Samedi soir, des policiers ont fait des sit-in devant au moins quatre commissariats d’Alexandrie, en signe de protestation contre l’effondrement de la société égyptienne. Dans la rue d’Aboukir, les officiers ont accroché une grande bannière en face du commissariat sur laquelle était écrit : « Le peuple et la police marchent main dans la main ! ». Karim, un des jeunes présents dans la foule, m’a déclaré : « Plus personne n’est en sécurité. Et la police ne veut pas servir de bouc émissaire pour un mauvais gouvernement, elle ne veut pas tirer sur des gens manifestant à cause d’une frustration sociale. Beaucoup de policiers refusent de servir d’outil de répression comme cela a été le cas sous l’ère Moubarak ». Détail amusant, au Caire les officiers ont empêché Mohamed Ibrahim, le ministre de l’Intérieur, d’entrer dans la mosquée de la police alors qu’il voulait prier pour un officier tué samedi à Port-Saïd, parce qu’ils en avaient assez de l’insécurité relative à leurs conditions de travail.
Le fait est que la sécurité est aujourd’hui encore un problème en Égypte.
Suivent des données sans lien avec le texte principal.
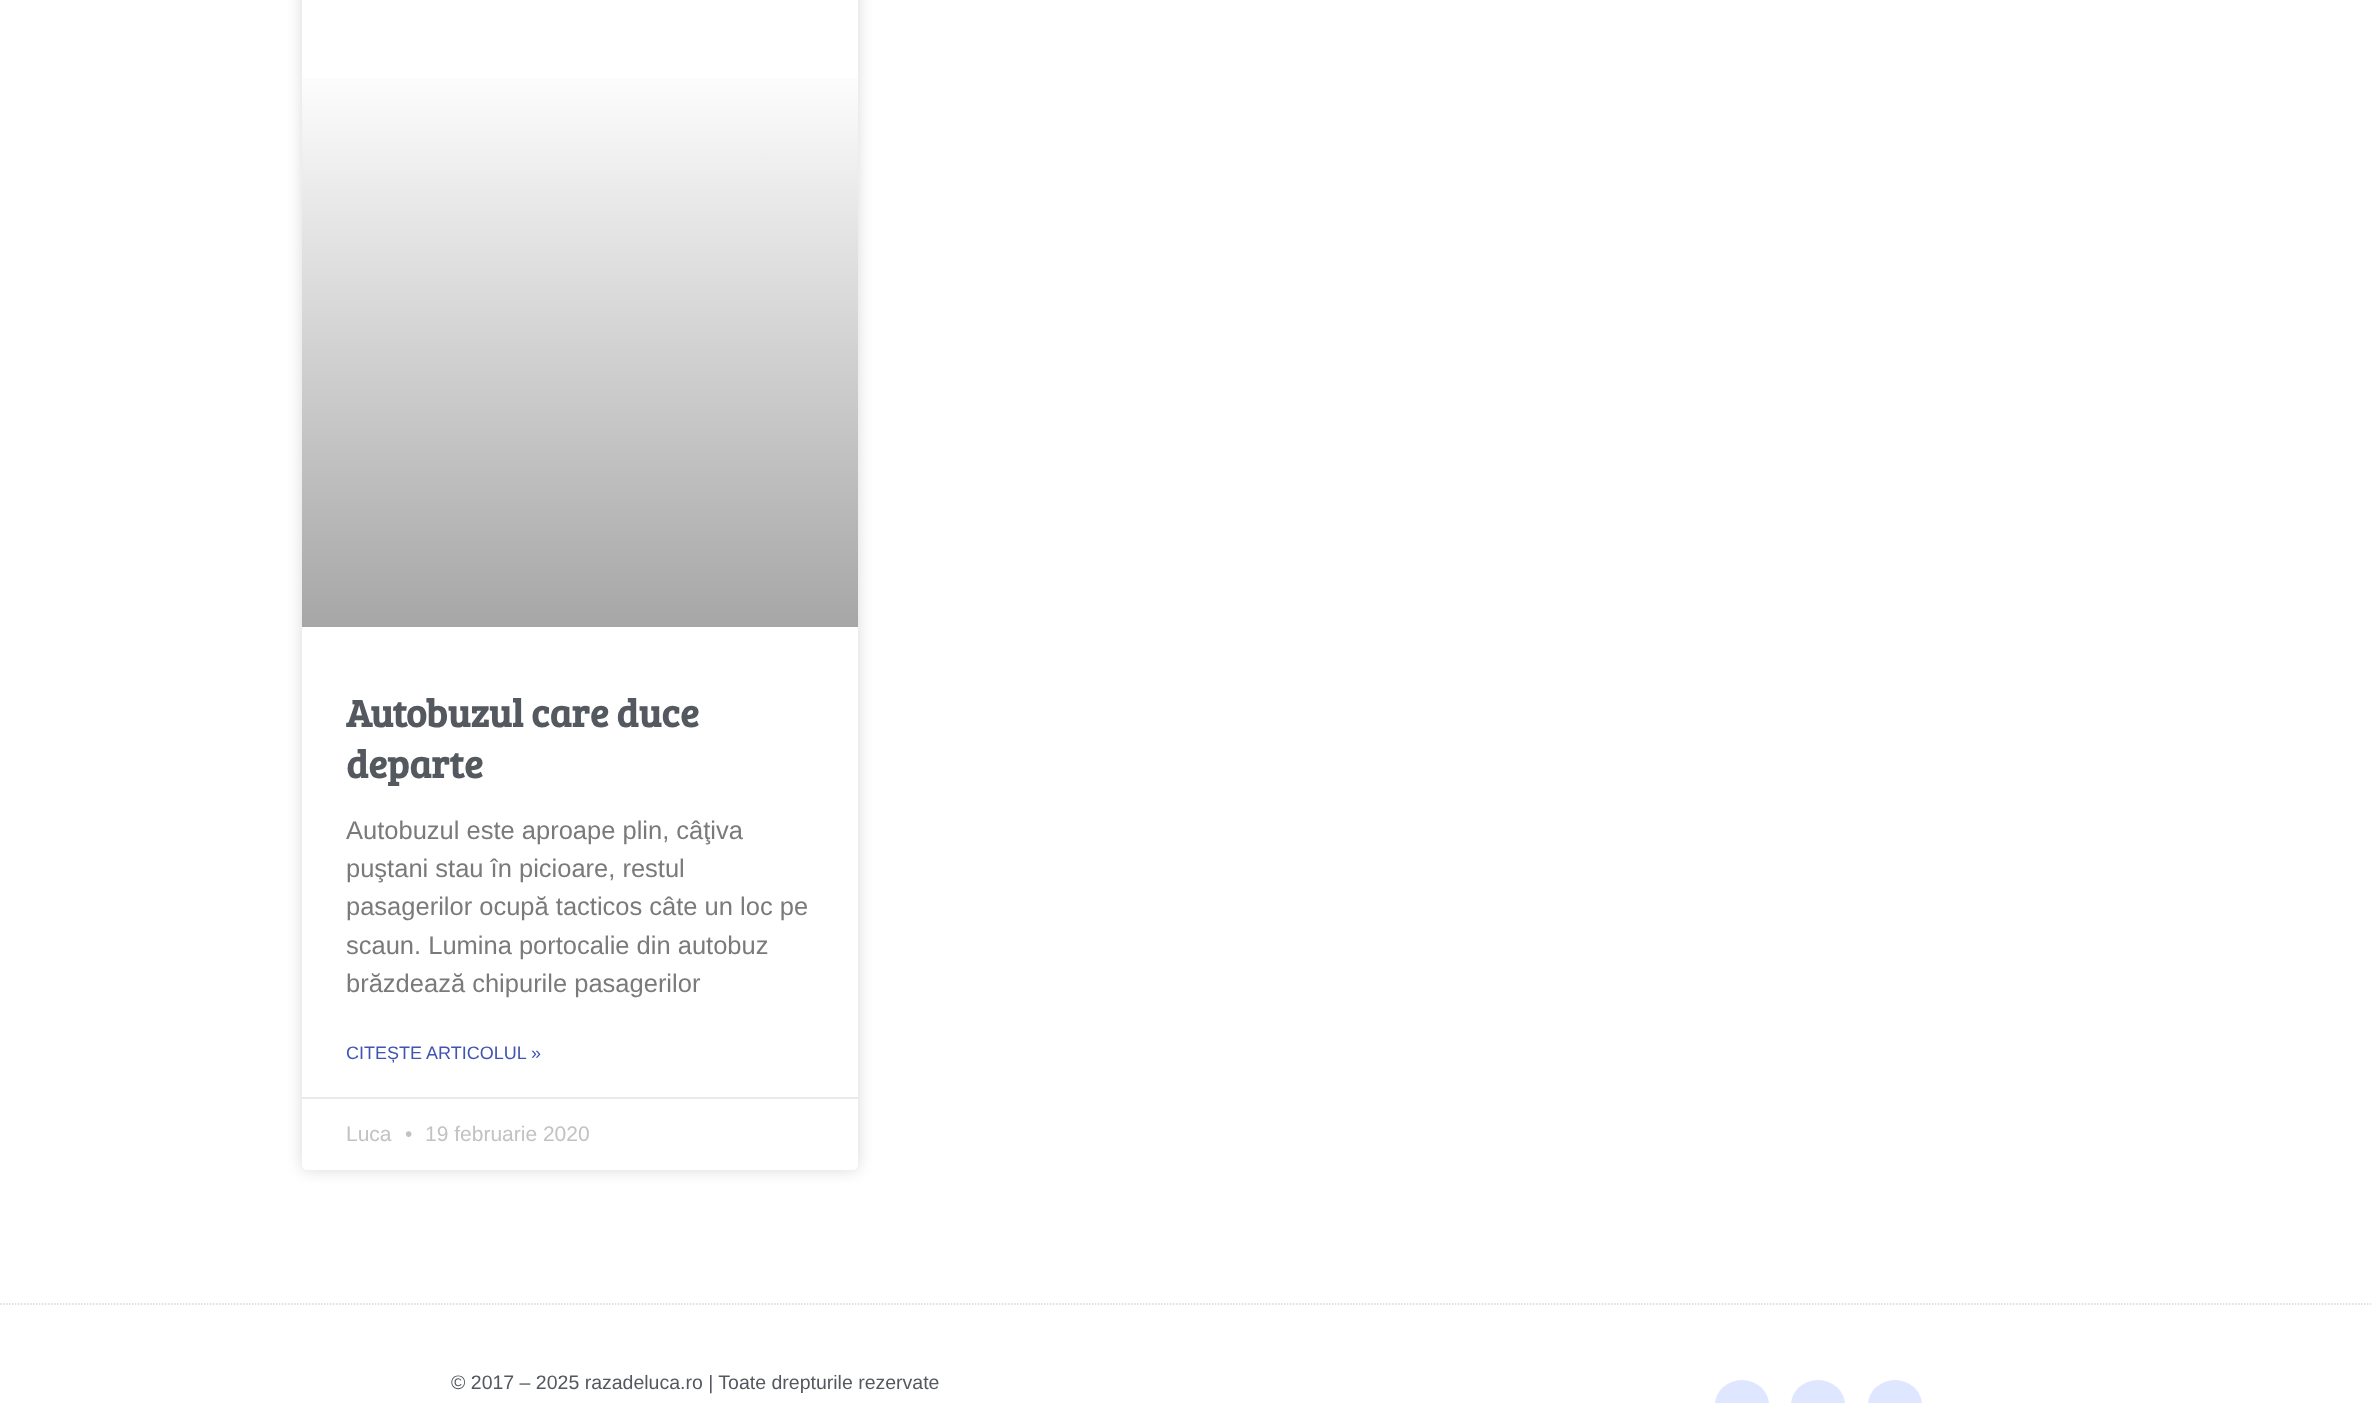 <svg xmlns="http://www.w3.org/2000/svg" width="2371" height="1403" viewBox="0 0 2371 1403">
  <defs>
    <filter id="blur1" x="-50%" y="-200%" width="200%" height="500%"><feGaussianBlur stdDeviation="7.5"/></filter>
    <linearGradient id="g1" gradientUnits="userSpaceOnUse" x1="580" y1="627" x2="580" y2="-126"><stop offset="0" stop-color="#a6a6a6"/><stop offset="0.75" stop-color="#ffffff"/></linearGradient>
  </defs>
  <rect width="100%" height="100%" fill="#ffffff"/>
  <rect x="302" y="-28" width="556" height="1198" rx="5" fill="#000000" fill-opacity="0.15" filter="url(#blur1)"/>
  <rect x="302" y="-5" width="556" height="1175" rx="5" fill="#ffffff"/>
  <rect x="302" y="78" width="556" height="549" fill="url(#g1)"/>
  <text x="346" y="727" font-family="Bree Serif" font-size="39" font-weight="bold" fill="#54595f">Autobuzul care duce</text>
  <text x="346" y="778" font-family="Bree Serif" font-size="39" font-weight="bold" fill="#54595f">departe</text>
  <text x="346" y="839" font-family="Liberation Sans" font-size="25.5" fill="#7a7a7a">Autobuzul este aproape plin, câţiva</text>
  <text x="346" y="877" font-family="Liberation Sans" font-size="25.5" fill="#7a7a7a">puştani stau în picioare, restul</text>
  <text x="346" y="915" font-family="Liberation Sans" font-size="25.5" fill="#7a7a7a">pasagerilor ocupă tacticos câte un loc pe</text>
  <text x="346" y="954" font-family="Liberation Sans" font-size="25.5" fill="#7a7a7a">scaun. Lumina portocalie din autobuz</text>
  <text x="346" y="992" font-family="Liberation Sans" font-size="25.5" fill="#7a7a7a">brăzdează chipurile pasagerilor</text>
  <text x="346" y="1059" font-family="Liberation Sans" font-size="18" fill="#4054b2">CITEȘTE ARTICOLUL »</text>
  <rect x="302" y="1097" width="556" height="2" fill="#eaeaea"/>
  <text x="346" y="1141" font-family="Liberation Sans" font-size="21" fill="#c2c2c2">Luca</text>
  <text x="405" y="1141" font-family="Liberation Sans" font-size="21" fill="#c2c2c2">•</text>
  <text x="425" y="1141" font-family="Liberation Sans" font-size="21" fill="#c2c2c2">19 februarie 2020</text>
  <path d="M0 1304H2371.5" fill="none" stroke="#d6d6d6" stroke-width="1.5" stroke-dasharray="1.5 1.5"/>
  <text x="451" y="1389" font-family="Liberation Sans" font-size="19.5" fill="#54595f">© 2017 – 2025 razadeluca.ro | Toate drepturile rezervate</text>
  <rect x="1715" y="1380" width="54" height="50" rx="27" fill="#dfe6ff"/>
  <rect x="1791" y="1380" width="54" height="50" rx="27" fill="#dfe6ff"/>
  <rect x="1868" y="1380" width="54" height="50" rx="27" fill="#dfe6ff"/>
</svg> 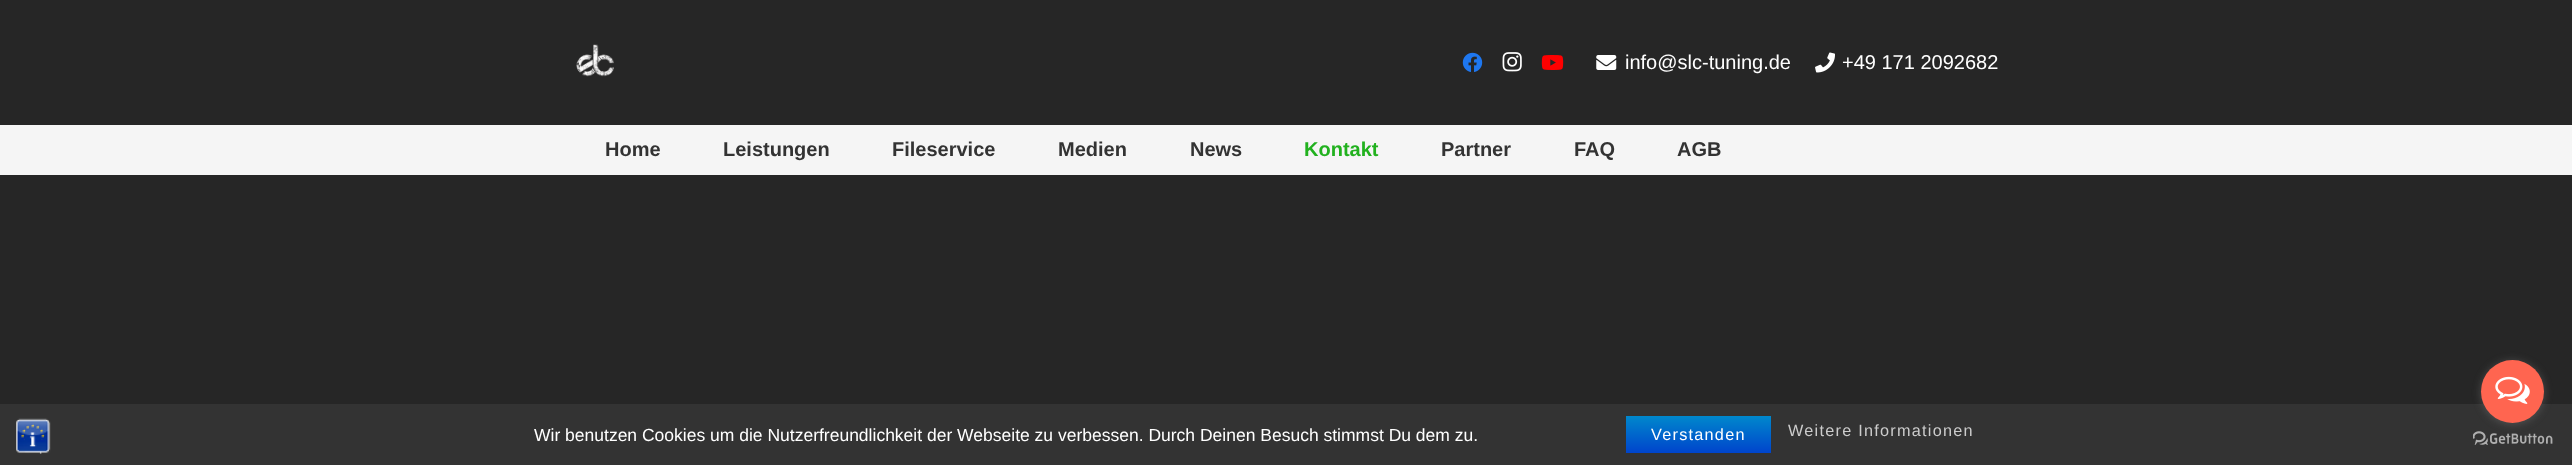 async function draw(canvas) {
	canvas.width = 2572;
	canvas.height = 465;
	const c = canvas.getContext('2d');
	c.miterLimit = 4;
	c.fontKerning = 'normal';
	async function loadImage(src) {
		const img = new Image();
		img.src = src;
		await img.decode();
		return img;
	}
	let gradient;

	c.fillStyle = '#262626';
	c.fillRect(0, 0, 2572, 465);
	c.drawImage(await loadImage('img1.png'), 576, 44, 38, 33);
	c.drawImage(await loadImage('img2.png'), 1462, 52, 21, 20);
	c.drawImage(await loadImage('img3.png'), 1502, 52, 20, 20);
	c.drawImage(await loadImage('img4.png'), 1541, 55, 23, 15);
	c.drawImage(await loadImage('img5.png'), 1596, 55, 21, 15);
	c.font = '20px Liberation Sans';
	c.fillStyle = '#fff';
	c.fillText('info@slc-tuning.de', 1625, 69);
	c.drawImage(await loadImage('img6.png'), 1815, 52, 20, 21);
	c.fillText('+49 171 2092682', 1842, 69);
	c.fillStyle = '#f5f5f5';
	c.fillRect(0, 125, 2572, 50);
	c.font = 'bold 20px Liberation Sans';
	c.fillStyle = '#333';
	for (const [text, x, y] of [
		['Home', 605, 156],
		['Leistungen', 723, 156],
		['Fileservice', 892, 156],
		['Medien', 1058, 156],
		['News', 1190, 156],
	]) {
		c.fillText(text, x, y);
	}
	c.fillStyle = '#21b11e';
	c.fillText('Kontakt', 1304, 156);
	c.fillStyle = '#333';
	for (const [text, x, y] of [
		['Partner', 1441, 156],
		['FAQ', 1574, 156],
		['AGB', 1677, 156],
	]) {
		c.fillText(text, x, y);
	}
	c.fillRect(0, 404, 2572, 61);
	c.drawImage(await loadImage('img7.png'), 16, 418, 35, 36);
	c.font = '17.5px Liberation Sans';
	c.fillStyle = '#fff';
	c.fillText('Wir benutzen Cookies um die Nutzerfreundlichkeit der Webseite zu verbessen. Durch Deinen Besuch stimmst Du dem zu.', 534, 441);
	gradient = c.createLinearGradient(1699, 416, 1699, 453);
	gradient.addColorStop(0, '#08c');
	gradient.addColorStop(1, '#04c');
	c.fillStyle = gradient;
	c.fillRect(1626, 416, 145, 37);
	c.letterSpacing = '1.25px';
	c.font = '16.25px Liberation Sans';
	c.fillStyle = '#fff';
	c.fillText('Verstanden', 1651, 440);
	c.fillStyle = '#ccc';
	c.fillText('Weitere Informationen', 1788, 436);
	c.drawImage(await loadImage('img9.png'), 2473, 431, 80, 14);
	c.fillStyle = '#88888866';
	c.filter = 'blur(4.5px)';
	c.beginPath();
	c.roundRect(2481, 361, 63, 63, 31.5);
	c.fill();
	c.filter = 'none';
	c.fillStyle = '#ff6550';
	c.beginPath();
	c.arc(2512.5, 391.5, 31.5, 0, 2 * Math.PI);
	c.fill();
	c.drawImage(await loadImage('img8.png'), 2495, 376, 35, 28);
}

draw(document.querySelector('canvas'));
Mohamed et moi avons vu de jeunes hommes armés de longs couteaux déambuler librement lors des affrontements du 25 janvier, certains avaient même des revolvers. Les manifestants ne savent pas quoi en penser : qui sont ces personnes ? J’ai vu l’un d’eux confisquer un couteau à un adolescent. Dans la nuit de samedi, des personnes érigeaient des barricades au bout de leurs rues et surveillaient ceux qui marchaient armés de bâtons ou de barres de fer ; une scène qui fait écho aux souvenirs que j’ai gardés des dix-huit jours de la révolution de 2011. Puis, après l’annonce de la sentence de peine de mort infligée aux personnes impliquées dans le massacre du stade de Port-Saïd, des scènes évoquant une guerre civile, avec du feu et de la fumée dans les rues, ont été filmées à Port-Saïd, alimentant la spirale du désastre.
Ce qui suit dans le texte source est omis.